[Mesa-dev] [PATCH 6/6] i965/vec4: allow partial DF register spilling

Thu Jun 15 11:15:10 UTC 2017

Signed-off-by: Samuel Iglesias Gonsálvez <siglesias at igalia.com>
---
 src/intel/compiler/brw_vec4_reg_allocate.cpp | 32 +++++++++++++++++++++++-----
 1 file changed, 27 insertions(+), 5 deletions(-)

diff --git a/src/intel/compiler/brw_vec4_reg_allocate.cpp b/src/intel/compiler/brw_vec4_reg_allocate.cpp
index 58cd862841..0fc9e3ca36 100644
--- a/src/intel/compiler/brw_vec4_reg_allocate.cpp
+++ b/src/intel/compiler/brw_vec4_reg_allocate.cpp
@@ -409,7 +409,9 @@ vec4_visitor::evaluate_spill_costs(float *spill_costs, bool *no_spill)
                spill_costs[inst->src[i].nr] +=
                   loop_scale * spill_cost_for_type(inst->src[i].type);
                if (inst->src[i].reladdr ||
-                   inst->src[i].offset >= REG_SIZE)
+                   (inst->src[i].offset >= REG_SIZE &&
+                    (type_sz(inst->src[i].type) != 8 ||
+                     !(inst->src[i].offset == 32 && inst->group == 4))))
                   no_spill[inst->src[i].nr] = true;
 
                /* We don't support unspills of partial DF reads.
@@ -419,7 +421,8 @@ vec4_visitor::evaluate_spill_costs(float *spill_costs, bool *no_spill)
                 * we need to shuffle into correct 64-bit data. Ensure that we
                 * are reading data for both threads.
                 */
-               if (type_sz(inst->src[i].type) == 8 && inst->exec_size != 8)
+               if (type_sz(inst->src[i].type) == 8 && inst->exec_size != 8 &&
+                   (devinfo->gen != 7 || devinfo->is_haswell || inst->exec_size != 4))
                   no_spill[inst->src[i].nr] = true;
             }
 
@@ -437,7 +440,10 @@ vec4_visitor::evaluate_spill_costs(float *spill_costs, bool *no_spill)
       if (inst->dst.file == VGRF && !no_spill[inst->dst.nr]) {
          spill_costs[inst->dst.nr] +=
             loop_scale * spill_cost_for_type(inst->dst.type);
-         if (inst->dst.reladdr || inst->dst.offset >= REG_SIZE)

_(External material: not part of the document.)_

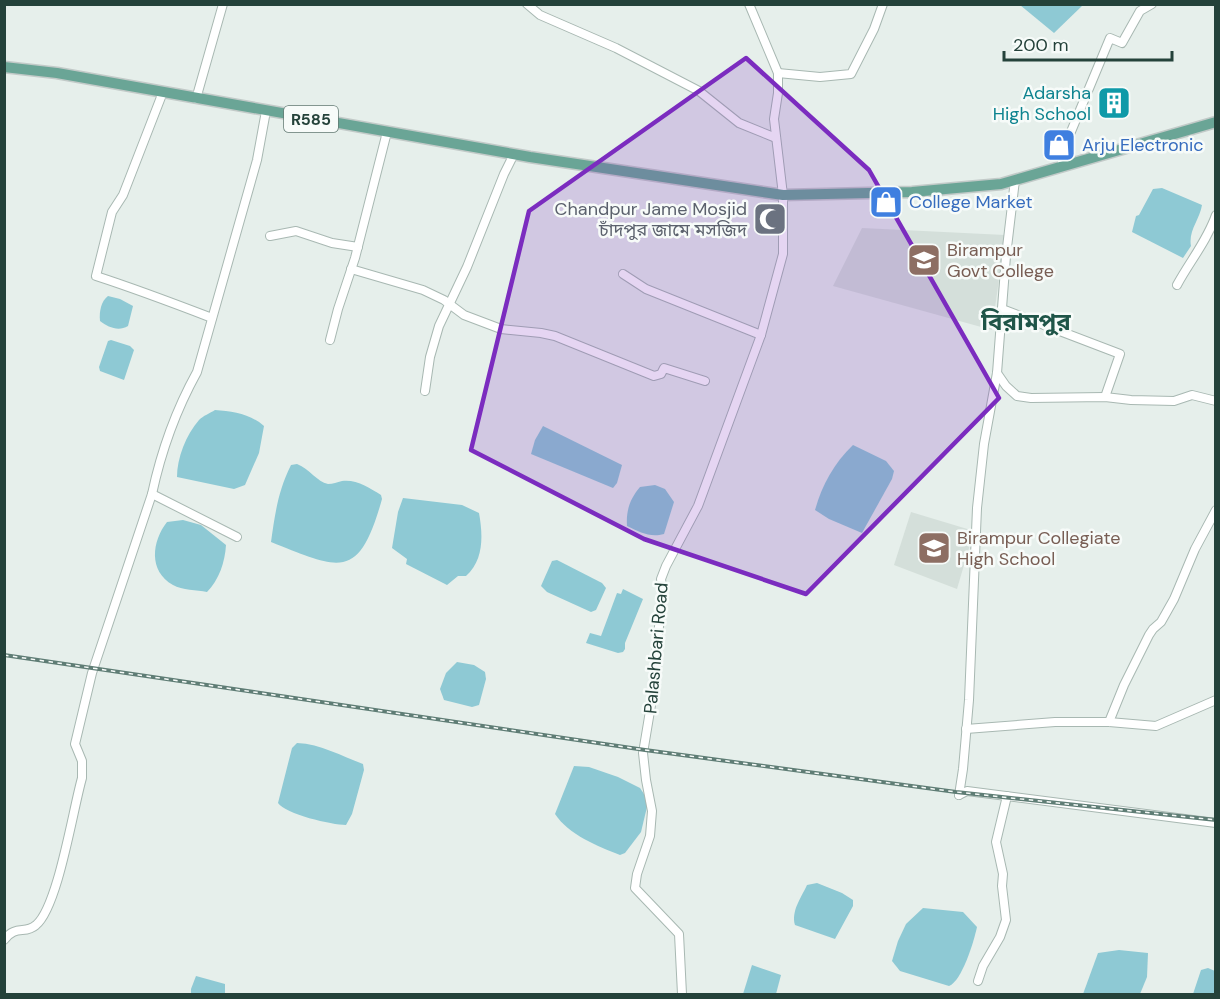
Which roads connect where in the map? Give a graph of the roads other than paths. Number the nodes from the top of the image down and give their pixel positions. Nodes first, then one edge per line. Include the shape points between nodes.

+         if (inst->dst.reladdr ||
+             (inst->dst.offset >= REG_SIZE &&
+              (type_sz(inst->dst.type) != 8 ||
+               !(inst->dst.offset == 32 && inst->group == 4))))
             no_spill[inst->dst.nr] = true;
 
          /* We don't support spills of partial DF writes.

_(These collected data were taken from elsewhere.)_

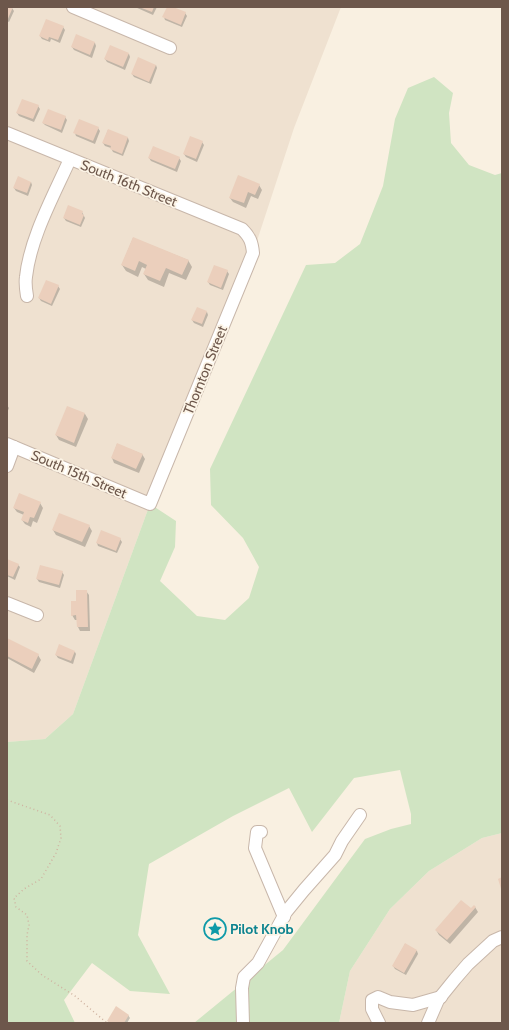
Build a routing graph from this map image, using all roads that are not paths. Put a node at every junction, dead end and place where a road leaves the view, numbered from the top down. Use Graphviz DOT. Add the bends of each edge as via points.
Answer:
graph roads {
  1 [pos="73,7"];
  2 [pos="170,48"];
  3 [pos="7,133"];
  4 [pos="70,159"];
  5 [pos="249,236"];
  6 [pos="27,296"];
  7 [pos="11,445"];
  8 [pos="7,466"];
  9 [pos="150,504"];
  10 [pos="7,603"];
  11 [pos="37,615"];
  12 [pos="360,815"];
  13 [pos="261,832"];
  14 [pos="284,916"];
  15 [pos="502,937"];
  16 [pos="441,997"];
  17 [pos="243,1023"];
  18 [pos="379,1023"];
  19 [pos="428,1023"];
  1 -- 2 [label="street"];
  3 -- 4 [label="street, South 16th Street"];
  4 -- 5 [label="street, South 16th Street" via="242,229"];
  4 -- 6 [label="street" via="39,227 30,254 25,278"];
  5 -- 9 [label="street, Thornton Street" via="253,253"];
  7 -- 8 [label="street"];
  7 -- 9 [label="street, South 15th Street"];
  10 -- 11 [label="street"];
  12 -- 14 [label="street" via="335,856"];
  13 -- 14 [label="street" via="257,832 255,848"];
  14 -- 17 [label="street" via="258,963 244,977"];
  15 -- 16 [label="street" via="492,941 468,964"];
  16 -- 18 [label="street" via="413,1005 390,1002 378,997 372,1000 372,1009"];
  16 -- 19 [label="street"];
}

@@ -446,7 +452,8 @@ vec4_visitor::evaluate_spill_costs(float *spill_costs, bool *no_spill)
           * each one writing that for both SIMD4x2 threads. Ensure that we
           * are writing data for both threads.
           */
-         if (type_sz(inst->dst.type) == 8 && inst->exec_size != 8)

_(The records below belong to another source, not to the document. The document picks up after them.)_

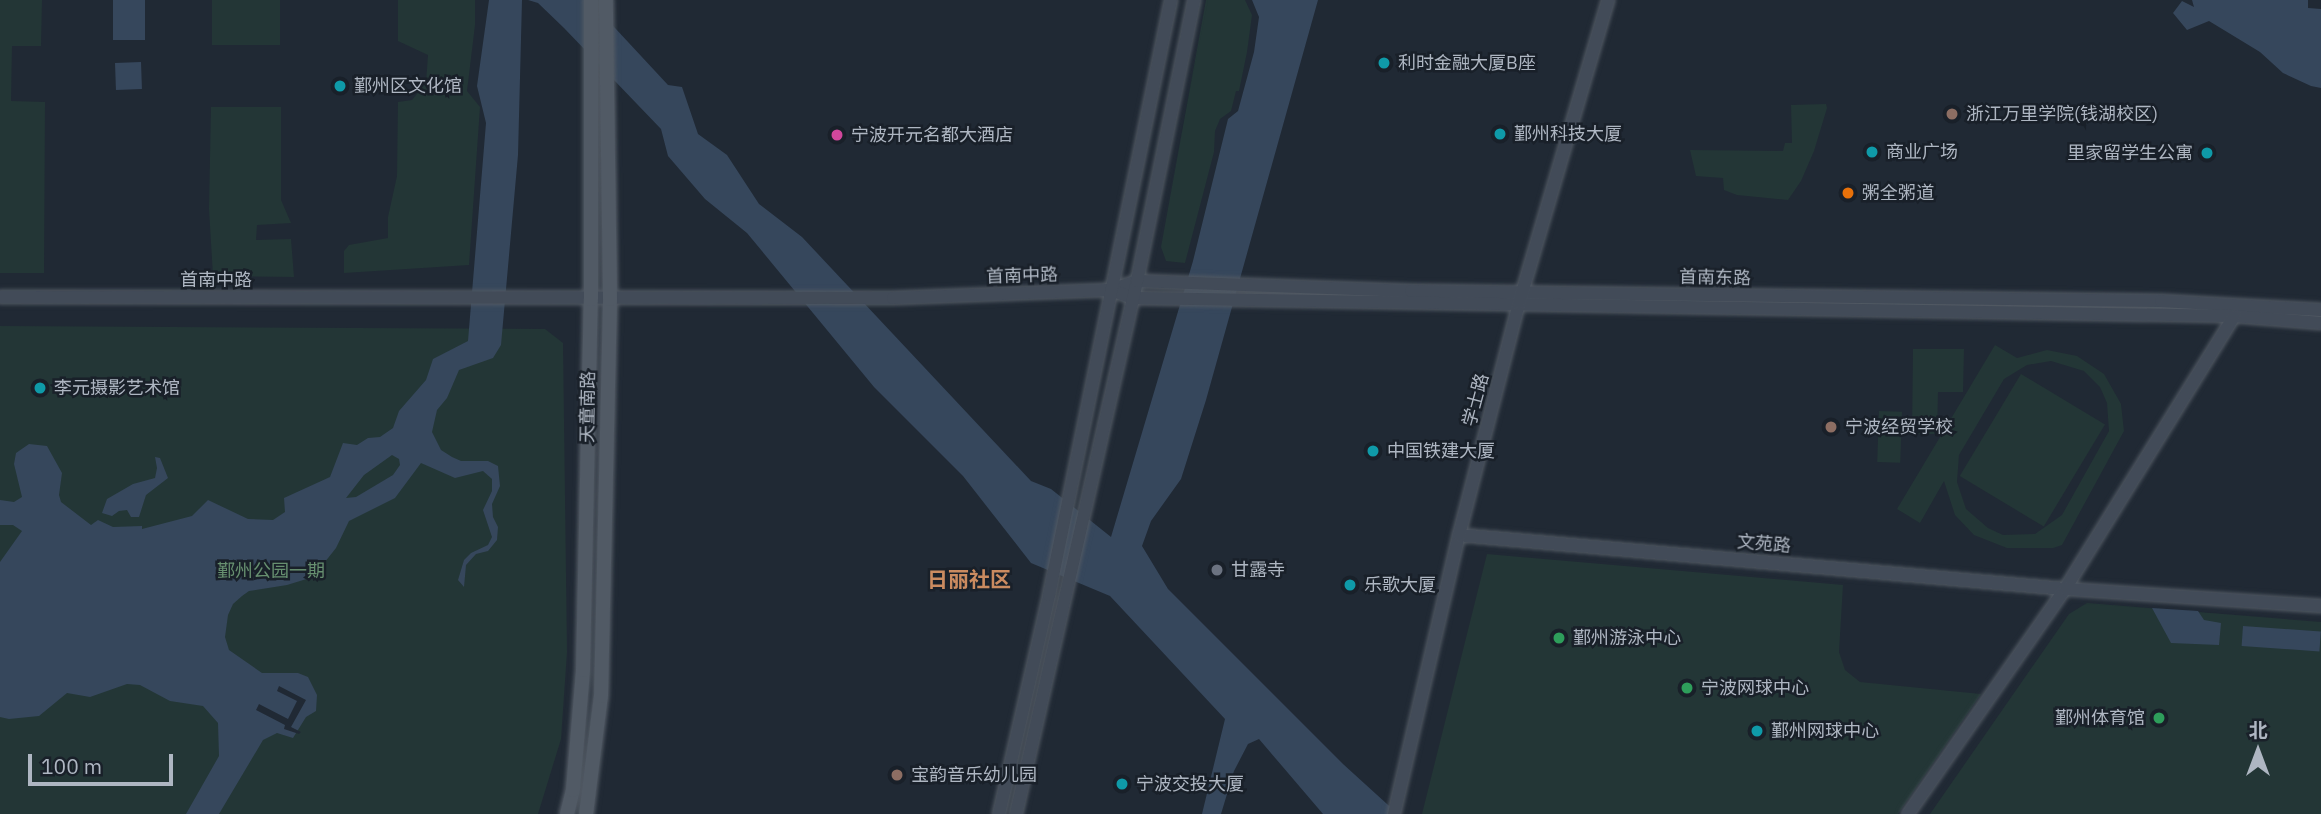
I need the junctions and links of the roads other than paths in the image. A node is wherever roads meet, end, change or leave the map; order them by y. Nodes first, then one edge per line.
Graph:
1 (606, 0) edge
2 (1171, 0) edge
3 (1194, 0) edge
4 (1608, 0) edge
5 (591, 7) edge
6 (1137, 281) junction
7 (1111, 290) junction
8 (0, 297) edge
9 (1151, 297) joint
10 (1133, 298) junction
11 (1521, 298) junction
12 (592, 299) junction
13 (610, 299) junction
14 (2321, 310) edge
15 (2234, 316) junction
16 (2321, 323) edge
17 (1459, 534) junction
18 (2066, 589) junction
19 (2321, 606) edge
20 (1395, 807) edge
21 (567, 814) edge
22 (586, 814) edge
23 (999, 814) edge
24 (1016, 814) edge
25 (1908, 814) edge

1 - 13 main road, 天童南路
2 - 7 main road
3 - 6 main road
4 - 11 main road, 学士路
5 - 12 main road, 天童南路
6 - 7 main road, 首南东路
6 - 10 main road
6 - 11 main road, 首南东路
7 - 10 main road, 首南中路
7 - 13 main road, 首南中路
7 - 23 main road
8 - 12 main road, 首南中路
9 - 10 main road, 首南中路
9 - 11 main road, 首南东路
10 - 24 main road
11 - 14 main road, 首南东路
11 - 15 main road, 首南东路
11 - 17 main road, 学士路
12 - 13 main road
12 - 21 main road, 天童南路
13 - 22 main road, 天童南路
15 - 16 main road, 首南东路
15 - 18 main road
17 - 18 main road, 文苑路
17 - 20 main road, 学士路
18 - 19 main road, 文苑路
18 - 25 main road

+         if (type_sz(inst->dst.type) == 8 && inst->exec_size != 8 &&
+             (devinfo->gen != 7 || devinfo->is_haswell || inst->exec_size != 4))
             no_spill[inst->dst.nr] = true;
 
          /* We can't spill registers that mix 32-bit and 64-bit access (that
@@ -514,11 +521,24 @@ vec4_visitor::spill_reg(int spill_reg_nr)
 
    /* Generate spill/unspill instructions for the objects being spilled. */
    int scratch_reg = -1;
+   bool done_scratch_read = false;
    foreach_block_and_inst(block, vec4_instruction, inst, cfg) {
       for (unsigned int i = 0; i < 3; i++) {
          if (inst->src[i].file == VGRF && inst->src[i].nr == spill_reg_nr) {
+            /* On IVB, DF scratch reads are not actual partial reads because we are
+             * going to read both GRFs on the first found instruction.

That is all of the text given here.